The Spring Shell vulnerability, widely known as Spring4Shell and tracked as CVE-2022-22965, is a remote code execution flaw in the Spring Framework's data-binding mechanism. It surfaced publicly in March 2022 through a since-deleted proof-of-concept, and within days security teams everywhere were scrambling to assess exposure across Java codebases built on Spring MVC.
What Made Spring4Shell Exploitable?
The core issue was in how Spring's data binder handles class property references during parameter binding. Under specific conditions — Spring MVC or Spring WebFlux applications running on JDK 9 or later, deployed as a traditional WAR to a servlet container like Tomcat, using Spring's data binding features — an attacker could manipulate the class.module.classLoader property chain through a crafted HTTP request. This allowed writes to parts of the runtime that shouldn't be reachable through user input, ultimately enabling remote code execution.
It's worth being precise about the preconditions because they mattered a lot for real-world impact. Applications packaged as executable JARs with an embedded servlet container (the default for most modern Spring Boot apps) were generally not exploitable through the same path, which meant the blast radius was narrower than the initial panic suggested — but far from zero, since traditional WAR deployment on external Tomcat remains common in enterprise Java shops.
How Was It Different From the Original "Log4Shell" Panic?
The timing amplified the reaction. Spring4Shell surfaced just months after Log4Shell (CVE-2021-44228), and the initial reports conflated the two — some early coverage implied a Log4j-scale, unauthenticated, trivially exploitable RCE across virtually any Java application. That wasn't accurate. Spring4Shell had real but narrower preconditions, and its practical severity, while serious, was lower than Log4Shell's essentially unconditional exploitability.
That said, "narrower preconditions" still described a large number of real production deployments, and organizations running Spring MVC on JDK 9+ with WAR deployment needed to patch quickly regardless of the nuance.
What Was the Actual Fix?
Spring released patched versions — Spring Framework 5.3.18 and 5.2.20, and corresponding Spring Boot updates — that closed the data-binding path that allowed the classloader manipulation. Organizations that couldn't immediately patch were advised to apply mitigations like disabling the vulnerable data binding pattern or upgrading the JDK version being used, though patching the framework version remained the definitive fix.
A related, separately tracked issue around the same period involved spring-security-crypto handling of certain cryptographic operations — a good reminder that "Spring had a vulnerability" often needs the specific module and CVE number attached before you can assess actual impact, since the Spring ecosystem spans dozens of independently versioned modules.

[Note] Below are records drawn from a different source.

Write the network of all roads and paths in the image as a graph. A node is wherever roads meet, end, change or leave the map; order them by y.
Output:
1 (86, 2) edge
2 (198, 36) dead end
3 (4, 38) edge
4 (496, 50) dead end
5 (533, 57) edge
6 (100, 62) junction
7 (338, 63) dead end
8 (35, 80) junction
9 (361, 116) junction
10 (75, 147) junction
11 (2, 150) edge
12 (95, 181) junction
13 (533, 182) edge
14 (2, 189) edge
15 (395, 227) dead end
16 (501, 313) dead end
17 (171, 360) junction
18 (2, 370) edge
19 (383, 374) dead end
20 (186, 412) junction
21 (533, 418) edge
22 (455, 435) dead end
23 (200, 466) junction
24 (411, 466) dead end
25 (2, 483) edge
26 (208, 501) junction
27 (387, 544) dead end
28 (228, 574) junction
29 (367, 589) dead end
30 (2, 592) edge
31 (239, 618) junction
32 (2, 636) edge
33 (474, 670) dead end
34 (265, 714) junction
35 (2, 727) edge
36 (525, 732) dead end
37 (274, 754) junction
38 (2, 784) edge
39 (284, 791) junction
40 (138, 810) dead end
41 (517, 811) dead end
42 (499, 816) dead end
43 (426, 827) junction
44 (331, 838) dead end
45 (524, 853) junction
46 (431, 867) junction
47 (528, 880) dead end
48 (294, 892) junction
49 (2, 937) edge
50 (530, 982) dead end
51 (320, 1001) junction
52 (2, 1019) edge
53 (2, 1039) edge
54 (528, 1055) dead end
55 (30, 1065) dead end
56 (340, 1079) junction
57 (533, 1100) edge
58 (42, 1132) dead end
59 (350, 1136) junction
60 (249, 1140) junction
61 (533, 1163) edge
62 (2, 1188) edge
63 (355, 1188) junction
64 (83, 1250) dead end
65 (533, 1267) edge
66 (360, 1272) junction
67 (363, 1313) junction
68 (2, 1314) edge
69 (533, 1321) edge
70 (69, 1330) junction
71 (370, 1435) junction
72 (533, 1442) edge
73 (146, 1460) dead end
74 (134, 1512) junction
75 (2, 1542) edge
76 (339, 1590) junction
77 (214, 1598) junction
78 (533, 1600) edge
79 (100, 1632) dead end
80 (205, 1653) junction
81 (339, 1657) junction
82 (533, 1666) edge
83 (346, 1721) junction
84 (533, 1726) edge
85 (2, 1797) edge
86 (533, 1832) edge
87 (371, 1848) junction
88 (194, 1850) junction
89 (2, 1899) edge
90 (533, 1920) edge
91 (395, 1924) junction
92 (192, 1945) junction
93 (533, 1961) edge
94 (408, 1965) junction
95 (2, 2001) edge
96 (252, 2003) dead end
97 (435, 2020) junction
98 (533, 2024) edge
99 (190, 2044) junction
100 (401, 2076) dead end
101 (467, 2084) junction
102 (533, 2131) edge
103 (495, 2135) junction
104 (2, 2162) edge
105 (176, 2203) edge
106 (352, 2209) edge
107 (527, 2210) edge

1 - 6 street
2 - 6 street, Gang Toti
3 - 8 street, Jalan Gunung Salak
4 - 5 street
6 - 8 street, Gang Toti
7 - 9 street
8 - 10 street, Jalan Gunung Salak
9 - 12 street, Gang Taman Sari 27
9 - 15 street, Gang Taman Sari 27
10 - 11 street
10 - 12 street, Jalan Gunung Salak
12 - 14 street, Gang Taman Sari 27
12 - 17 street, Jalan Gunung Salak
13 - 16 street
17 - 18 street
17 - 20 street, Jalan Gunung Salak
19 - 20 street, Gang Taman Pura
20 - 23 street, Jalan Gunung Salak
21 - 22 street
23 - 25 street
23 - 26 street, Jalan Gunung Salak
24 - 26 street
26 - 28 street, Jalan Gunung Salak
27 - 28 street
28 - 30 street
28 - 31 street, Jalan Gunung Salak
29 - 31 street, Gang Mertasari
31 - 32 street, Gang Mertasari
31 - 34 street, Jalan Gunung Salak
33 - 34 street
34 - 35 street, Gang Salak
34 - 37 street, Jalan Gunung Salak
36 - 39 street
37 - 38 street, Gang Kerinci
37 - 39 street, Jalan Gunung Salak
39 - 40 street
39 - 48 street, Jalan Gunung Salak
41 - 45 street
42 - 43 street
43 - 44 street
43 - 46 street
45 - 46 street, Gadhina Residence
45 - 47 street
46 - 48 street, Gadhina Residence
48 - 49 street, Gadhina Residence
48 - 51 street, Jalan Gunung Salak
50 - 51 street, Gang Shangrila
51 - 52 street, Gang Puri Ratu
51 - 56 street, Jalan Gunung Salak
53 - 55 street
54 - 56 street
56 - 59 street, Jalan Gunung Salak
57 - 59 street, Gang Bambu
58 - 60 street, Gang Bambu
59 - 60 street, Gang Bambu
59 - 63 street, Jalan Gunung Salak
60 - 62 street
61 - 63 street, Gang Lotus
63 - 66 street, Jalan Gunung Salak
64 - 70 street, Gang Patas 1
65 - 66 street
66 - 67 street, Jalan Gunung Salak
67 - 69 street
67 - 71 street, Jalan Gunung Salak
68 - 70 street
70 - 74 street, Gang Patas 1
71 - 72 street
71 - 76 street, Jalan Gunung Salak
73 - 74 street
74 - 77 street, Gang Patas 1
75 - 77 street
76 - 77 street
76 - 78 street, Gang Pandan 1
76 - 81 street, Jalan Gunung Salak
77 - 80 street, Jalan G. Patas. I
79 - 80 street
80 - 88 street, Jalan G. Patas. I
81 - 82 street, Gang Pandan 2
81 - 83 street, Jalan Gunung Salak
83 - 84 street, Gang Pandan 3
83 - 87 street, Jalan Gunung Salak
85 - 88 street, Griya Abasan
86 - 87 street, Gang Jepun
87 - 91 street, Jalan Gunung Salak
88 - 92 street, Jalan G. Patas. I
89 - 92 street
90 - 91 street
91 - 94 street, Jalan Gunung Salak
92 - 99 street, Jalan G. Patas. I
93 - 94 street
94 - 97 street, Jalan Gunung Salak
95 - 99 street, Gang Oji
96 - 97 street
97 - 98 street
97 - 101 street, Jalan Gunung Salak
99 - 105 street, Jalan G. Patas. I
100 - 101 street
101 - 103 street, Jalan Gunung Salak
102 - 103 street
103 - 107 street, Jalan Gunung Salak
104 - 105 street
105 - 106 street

What Should You Actually Check Today?
If you're auditing legacy Java applications now, check for Spring Framework versions predating 5.3.18/5.2.20 still in WAR-deployed, JDK 9+ environments. Dependency scanning against a CVE database will surface the vulnerable version automatically, but understanding the actual exploitation preconditions matters for prioritization — a Spring app packaged as a self-contained Spring Boot JAR with an embedded Tomcat instance carries meaningfully lower risk from this specific CVE than one deployed as a traditional WAR.
This is a good general lesson for how to triage any framework-level CVE: read past the CVSS score to the actual preconditions, because they determine whether your specific deployment pattern is exposed. Our SCA product flags vulnerable dependency versions automatically, but pairing that with an understanding of your deployment architecture is what turns a raw CVE list into a prioritized patch plan.
FAQ
Is Spring4Shell the same as Log4Shell?
No. They're unrelated vulnerabilities in different projects (Spring Framework vs. Log4j) that happened to surface within months of each other, which caused significant confusion in early coverage.
What Spring Framework versions fix CVE-2022-22965?
5.3.18 and 5.2.20, along with the corresponding Spring Boot patch releases that pulled in the fixed framework version.
Does upgrading the JDK version alone fix Spring4Shell?
It mitigates one specific exploitation path (related to JDK 9's module system exposing the vulnerable classloader property), but upgrading the Spring Framework version is the actual fix recommended by the maintainers.
Are Spring Boot JAR deployments completely safe from this CVE?
They're generally not exploitable through the documented attack path, but "not exploitable through the known path" is different from "definitively unaffected" — patching remains the recommended action regardless of deployment style.